В первое время болезни Добролюбов еще занимался журналом; сидя в кресле, а потом лежа на кушетке, он просматривал корректуры, читал рукописи, газеты. Отличаясь необыкновенной выдержкой, он не жаловался на свое состояние, хотя знал, что дела его плохи, ничего не говорил о своей болезни и не любил, когда его спрашивали о здоровье. Однажды он сказал Панаевой:
— Я, пожалуй, совершенно помирился бы с своим теперешним положением, если бы только имел силы писать; хотя бы год просидел, не выходя из этой комнаты.

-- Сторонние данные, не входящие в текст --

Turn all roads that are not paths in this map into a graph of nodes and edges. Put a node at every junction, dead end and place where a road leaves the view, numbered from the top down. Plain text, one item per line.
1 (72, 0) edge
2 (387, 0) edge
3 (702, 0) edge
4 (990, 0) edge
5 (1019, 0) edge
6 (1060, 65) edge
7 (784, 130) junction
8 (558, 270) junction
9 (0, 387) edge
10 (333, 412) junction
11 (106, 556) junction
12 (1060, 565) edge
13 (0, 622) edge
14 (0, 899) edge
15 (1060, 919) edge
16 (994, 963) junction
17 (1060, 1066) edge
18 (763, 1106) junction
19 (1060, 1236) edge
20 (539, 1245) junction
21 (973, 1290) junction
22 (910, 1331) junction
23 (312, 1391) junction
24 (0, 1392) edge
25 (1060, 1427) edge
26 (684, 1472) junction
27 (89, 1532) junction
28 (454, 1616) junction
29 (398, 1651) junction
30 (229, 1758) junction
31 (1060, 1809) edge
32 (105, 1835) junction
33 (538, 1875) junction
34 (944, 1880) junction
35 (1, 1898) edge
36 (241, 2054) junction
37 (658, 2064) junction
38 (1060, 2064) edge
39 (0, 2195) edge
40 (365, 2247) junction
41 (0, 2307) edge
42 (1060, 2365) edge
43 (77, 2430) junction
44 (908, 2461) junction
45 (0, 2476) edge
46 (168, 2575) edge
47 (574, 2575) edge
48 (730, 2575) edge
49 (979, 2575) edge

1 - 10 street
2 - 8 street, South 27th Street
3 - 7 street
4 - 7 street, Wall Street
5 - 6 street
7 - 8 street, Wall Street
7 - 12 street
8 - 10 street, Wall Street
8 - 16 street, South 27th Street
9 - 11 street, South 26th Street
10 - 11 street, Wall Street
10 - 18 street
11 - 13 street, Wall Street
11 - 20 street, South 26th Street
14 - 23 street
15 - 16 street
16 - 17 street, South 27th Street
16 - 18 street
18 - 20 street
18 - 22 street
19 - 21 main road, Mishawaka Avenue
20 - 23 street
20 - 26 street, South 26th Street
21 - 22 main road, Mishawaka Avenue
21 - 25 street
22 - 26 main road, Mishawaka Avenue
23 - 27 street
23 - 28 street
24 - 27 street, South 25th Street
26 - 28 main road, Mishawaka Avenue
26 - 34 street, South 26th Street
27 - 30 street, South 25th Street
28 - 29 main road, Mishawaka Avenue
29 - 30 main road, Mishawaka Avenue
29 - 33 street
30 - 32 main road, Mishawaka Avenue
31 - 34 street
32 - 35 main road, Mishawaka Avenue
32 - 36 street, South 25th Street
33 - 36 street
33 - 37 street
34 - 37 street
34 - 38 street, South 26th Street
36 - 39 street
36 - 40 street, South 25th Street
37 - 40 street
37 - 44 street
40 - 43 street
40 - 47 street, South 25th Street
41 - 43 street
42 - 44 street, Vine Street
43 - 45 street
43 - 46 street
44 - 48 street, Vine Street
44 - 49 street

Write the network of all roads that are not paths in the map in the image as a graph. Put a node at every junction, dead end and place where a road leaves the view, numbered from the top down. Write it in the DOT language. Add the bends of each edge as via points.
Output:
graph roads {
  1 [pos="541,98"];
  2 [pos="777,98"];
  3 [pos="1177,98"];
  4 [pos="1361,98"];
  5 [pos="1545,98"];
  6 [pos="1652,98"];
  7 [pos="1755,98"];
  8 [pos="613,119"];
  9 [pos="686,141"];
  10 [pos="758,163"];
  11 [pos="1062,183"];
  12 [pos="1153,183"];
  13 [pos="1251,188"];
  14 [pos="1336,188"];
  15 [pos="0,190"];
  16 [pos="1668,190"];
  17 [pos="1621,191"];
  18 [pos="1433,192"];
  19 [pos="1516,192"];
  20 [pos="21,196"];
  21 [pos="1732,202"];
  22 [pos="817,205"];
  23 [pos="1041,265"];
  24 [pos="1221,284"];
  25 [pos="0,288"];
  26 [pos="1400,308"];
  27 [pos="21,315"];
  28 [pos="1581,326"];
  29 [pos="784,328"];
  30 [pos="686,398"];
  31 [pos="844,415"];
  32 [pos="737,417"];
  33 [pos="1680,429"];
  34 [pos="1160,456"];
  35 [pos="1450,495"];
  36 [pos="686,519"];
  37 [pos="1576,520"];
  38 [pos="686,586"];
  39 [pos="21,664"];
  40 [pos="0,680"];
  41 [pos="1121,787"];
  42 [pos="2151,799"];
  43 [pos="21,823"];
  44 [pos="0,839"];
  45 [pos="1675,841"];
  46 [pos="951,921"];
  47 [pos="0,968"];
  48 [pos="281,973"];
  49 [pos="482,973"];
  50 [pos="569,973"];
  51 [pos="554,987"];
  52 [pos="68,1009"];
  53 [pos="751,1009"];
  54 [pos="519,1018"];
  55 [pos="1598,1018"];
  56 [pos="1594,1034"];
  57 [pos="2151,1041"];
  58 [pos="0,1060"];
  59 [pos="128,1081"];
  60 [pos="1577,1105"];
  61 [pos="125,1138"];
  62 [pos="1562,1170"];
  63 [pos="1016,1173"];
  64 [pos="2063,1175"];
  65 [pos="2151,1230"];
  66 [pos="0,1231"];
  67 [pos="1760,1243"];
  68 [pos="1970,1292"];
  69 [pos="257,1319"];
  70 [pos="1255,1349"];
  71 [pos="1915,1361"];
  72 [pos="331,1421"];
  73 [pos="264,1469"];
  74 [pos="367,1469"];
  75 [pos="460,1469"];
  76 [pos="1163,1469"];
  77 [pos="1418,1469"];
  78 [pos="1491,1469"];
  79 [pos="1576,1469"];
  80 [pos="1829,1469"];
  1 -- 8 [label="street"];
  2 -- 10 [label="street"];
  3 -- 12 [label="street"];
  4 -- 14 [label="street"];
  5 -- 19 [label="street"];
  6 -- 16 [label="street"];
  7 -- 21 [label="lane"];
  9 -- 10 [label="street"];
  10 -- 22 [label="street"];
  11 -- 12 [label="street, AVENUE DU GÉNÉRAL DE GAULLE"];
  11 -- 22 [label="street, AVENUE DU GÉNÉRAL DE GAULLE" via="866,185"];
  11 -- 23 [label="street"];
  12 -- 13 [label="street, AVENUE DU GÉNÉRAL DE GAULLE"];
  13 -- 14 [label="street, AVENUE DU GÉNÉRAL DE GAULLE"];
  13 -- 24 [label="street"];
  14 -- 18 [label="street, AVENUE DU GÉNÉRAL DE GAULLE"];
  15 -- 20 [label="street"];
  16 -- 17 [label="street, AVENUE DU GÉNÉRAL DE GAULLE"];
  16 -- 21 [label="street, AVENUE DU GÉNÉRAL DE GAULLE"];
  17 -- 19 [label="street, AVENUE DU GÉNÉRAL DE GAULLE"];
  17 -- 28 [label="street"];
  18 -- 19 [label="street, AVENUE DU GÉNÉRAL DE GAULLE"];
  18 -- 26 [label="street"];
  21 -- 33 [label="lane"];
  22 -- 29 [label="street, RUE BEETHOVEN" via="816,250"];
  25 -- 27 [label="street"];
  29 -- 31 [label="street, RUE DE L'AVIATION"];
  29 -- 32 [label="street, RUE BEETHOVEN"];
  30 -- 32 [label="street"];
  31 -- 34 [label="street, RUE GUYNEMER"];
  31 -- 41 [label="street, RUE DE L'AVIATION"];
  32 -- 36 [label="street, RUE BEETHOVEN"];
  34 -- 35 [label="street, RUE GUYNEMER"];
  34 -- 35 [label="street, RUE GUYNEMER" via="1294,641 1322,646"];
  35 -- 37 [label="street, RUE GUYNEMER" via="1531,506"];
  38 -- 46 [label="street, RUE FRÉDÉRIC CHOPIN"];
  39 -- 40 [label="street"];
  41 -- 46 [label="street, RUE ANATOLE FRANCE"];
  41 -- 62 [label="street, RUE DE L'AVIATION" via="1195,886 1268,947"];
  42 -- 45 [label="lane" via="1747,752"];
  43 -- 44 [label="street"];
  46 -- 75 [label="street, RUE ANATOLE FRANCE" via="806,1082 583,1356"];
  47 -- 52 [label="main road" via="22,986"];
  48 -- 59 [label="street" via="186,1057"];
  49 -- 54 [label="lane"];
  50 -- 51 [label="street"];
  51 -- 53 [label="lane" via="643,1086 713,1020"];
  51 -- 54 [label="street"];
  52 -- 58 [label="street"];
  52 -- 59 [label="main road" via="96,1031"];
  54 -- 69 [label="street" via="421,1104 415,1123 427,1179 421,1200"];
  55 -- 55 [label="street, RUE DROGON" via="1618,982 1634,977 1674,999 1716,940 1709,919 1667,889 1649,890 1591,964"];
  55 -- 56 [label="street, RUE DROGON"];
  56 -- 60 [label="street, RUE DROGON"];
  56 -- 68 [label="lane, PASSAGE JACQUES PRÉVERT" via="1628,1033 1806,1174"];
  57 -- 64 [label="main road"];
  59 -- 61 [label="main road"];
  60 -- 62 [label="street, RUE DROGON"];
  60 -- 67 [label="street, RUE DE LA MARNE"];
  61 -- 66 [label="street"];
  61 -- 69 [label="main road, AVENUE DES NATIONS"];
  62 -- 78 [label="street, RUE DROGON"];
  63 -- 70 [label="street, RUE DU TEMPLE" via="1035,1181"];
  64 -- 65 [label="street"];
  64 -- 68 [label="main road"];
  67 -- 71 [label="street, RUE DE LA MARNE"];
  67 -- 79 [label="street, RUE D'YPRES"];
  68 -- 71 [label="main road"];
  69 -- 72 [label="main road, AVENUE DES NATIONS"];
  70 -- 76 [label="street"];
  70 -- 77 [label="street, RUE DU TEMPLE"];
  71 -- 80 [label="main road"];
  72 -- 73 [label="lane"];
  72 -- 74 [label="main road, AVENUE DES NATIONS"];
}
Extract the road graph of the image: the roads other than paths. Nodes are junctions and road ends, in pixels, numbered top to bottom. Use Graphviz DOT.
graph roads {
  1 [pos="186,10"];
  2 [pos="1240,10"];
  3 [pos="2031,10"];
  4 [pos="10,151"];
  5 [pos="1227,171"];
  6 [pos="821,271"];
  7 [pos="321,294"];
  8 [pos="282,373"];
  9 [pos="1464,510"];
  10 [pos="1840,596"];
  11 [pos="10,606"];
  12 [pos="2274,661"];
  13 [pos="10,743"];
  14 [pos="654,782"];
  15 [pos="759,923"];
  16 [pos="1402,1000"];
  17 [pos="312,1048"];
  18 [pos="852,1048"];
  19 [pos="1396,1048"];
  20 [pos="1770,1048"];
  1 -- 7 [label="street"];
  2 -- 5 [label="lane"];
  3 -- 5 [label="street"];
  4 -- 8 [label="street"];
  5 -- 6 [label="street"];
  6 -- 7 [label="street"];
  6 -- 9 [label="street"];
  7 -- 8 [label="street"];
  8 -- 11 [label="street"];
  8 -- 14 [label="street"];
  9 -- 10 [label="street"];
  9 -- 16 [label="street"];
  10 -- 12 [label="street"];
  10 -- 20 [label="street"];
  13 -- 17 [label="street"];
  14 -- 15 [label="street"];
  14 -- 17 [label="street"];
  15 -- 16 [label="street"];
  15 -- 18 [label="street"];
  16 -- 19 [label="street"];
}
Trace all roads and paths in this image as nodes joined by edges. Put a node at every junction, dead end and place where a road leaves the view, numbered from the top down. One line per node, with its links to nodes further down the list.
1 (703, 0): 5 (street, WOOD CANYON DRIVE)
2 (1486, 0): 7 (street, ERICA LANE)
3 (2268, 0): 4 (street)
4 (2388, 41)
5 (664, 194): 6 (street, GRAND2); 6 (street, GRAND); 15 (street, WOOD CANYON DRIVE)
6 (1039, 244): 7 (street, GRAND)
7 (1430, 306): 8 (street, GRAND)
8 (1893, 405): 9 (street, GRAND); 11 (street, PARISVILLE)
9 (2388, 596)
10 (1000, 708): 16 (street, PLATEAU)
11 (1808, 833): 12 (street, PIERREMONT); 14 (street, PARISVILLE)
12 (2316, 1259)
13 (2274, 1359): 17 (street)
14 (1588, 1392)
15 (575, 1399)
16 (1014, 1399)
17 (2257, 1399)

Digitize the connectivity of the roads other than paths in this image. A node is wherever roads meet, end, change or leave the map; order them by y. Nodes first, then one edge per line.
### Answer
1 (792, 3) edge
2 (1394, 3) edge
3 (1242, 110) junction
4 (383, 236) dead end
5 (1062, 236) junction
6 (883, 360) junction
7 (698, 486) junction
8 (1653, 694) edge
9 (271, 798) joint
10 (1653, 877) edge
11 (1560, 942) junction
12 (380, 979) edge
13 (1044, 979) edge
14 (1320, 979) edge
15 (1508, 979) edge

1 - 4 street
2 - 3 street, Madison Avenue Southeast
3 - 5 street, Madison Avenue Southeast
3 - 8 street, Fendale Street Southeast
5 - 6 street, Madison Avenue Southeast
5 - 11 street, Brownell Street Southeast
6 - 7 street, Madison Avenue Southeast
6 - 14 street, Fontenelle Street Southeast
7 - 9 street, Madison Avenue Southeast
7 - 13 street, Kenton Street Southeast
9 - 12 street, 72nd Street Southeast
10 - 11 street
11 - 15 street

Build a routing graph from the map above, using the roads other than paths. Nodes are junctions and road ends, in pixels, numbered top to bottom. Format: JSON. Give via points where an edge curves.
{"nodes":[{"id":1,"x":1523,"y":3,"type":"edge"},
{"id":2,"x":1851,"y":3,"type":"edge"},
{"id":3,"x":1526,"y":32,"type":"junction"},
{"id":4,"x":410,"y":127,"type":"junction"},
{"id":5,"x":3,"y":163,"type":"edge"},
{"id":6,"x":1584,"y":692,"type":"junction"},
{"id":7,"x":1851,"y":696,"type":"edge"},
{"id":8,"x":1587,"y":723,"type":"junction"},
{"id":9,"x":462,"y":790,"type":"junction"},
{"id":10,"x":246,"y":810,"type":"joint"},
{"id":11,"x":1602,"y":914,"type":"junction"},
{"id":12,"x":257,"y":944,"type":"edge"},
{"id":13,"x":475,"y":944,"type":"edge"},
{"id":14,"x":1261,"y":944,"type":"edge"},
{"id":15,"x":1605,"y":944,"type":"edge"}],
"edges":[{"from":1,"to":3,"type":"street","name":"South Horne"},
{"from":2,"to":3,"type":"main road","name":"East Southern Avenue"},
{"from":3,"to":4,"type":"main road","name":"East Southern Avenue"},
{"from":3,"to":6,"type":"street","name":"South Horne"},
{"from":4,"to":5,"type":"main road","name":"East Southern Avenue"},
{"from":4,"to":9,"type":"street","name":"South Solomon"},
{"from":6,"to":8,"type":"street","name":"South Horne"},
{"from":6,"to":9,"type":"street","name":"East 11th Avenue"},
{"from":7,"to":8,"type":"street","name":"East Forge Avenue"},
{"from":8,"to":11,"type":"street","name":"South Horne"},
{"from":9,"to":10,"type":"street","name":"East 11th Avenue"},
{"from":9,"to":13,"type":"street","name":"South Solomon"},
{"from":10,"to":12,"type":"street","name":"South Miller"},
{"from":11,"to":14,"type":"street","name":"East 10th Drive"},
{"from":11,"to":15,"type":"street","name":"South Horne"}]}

Сестра Некрасова (по отцу) Елизавета Алексеевна, девочкой-подростком постоянно бывавшая в доме брата и видевшая там больного Добролюбова, рассказывает в своих воспоминаниях: «Обыкновенно он лежал одетый на турецком диване, тут же стоял рояль, на котором я по субботам должна была играть. Бывало, Евдокия Яковлевна спрашивала: «Николай Александрович, вам не мешает, что Лиза будет играть?» С доброй улыбкой Н. А. Добролюбов отвечал: «Нет, нет, нисколько не мешает».
До самых последних дней больной еще надеялся на выздоровление. По словам Чернышевского, он верил в это даже в то время, когда начиналась агония. «…И когда стала уже меркнуть его светлая мысль, в это время исчезла у него надежда на выздоровление», — писал Николай Гаврилович Т. К. Гринвальд. Почувствовав, что силы совсем угасают, Добролюбов попросил, чтобы его перевезли домой, на ту квартиру, где жил с прошлого года дядя Василий Иванович с двумя маленькими племянниками (на Литейном проспекте в доме Юргенса, ныне д. № 32). В воспоминаниях Панаевой подробно описана тяжелая сцена переезда Добролюбова от Некрасовых на эту последнюю квартиру. Его внесли на третий этаж в кресле, раздели и положили в постель. Он отказался видеть доктора, сказав: «Теперь не нуждаюсь ни в докторах, ни в лекарствах». Присутствие посторонних стало тяготить больного, и он попросил не пускать к нему никого, кроме Чернышевского. Изредка приводили братьев — Володю и Ваню.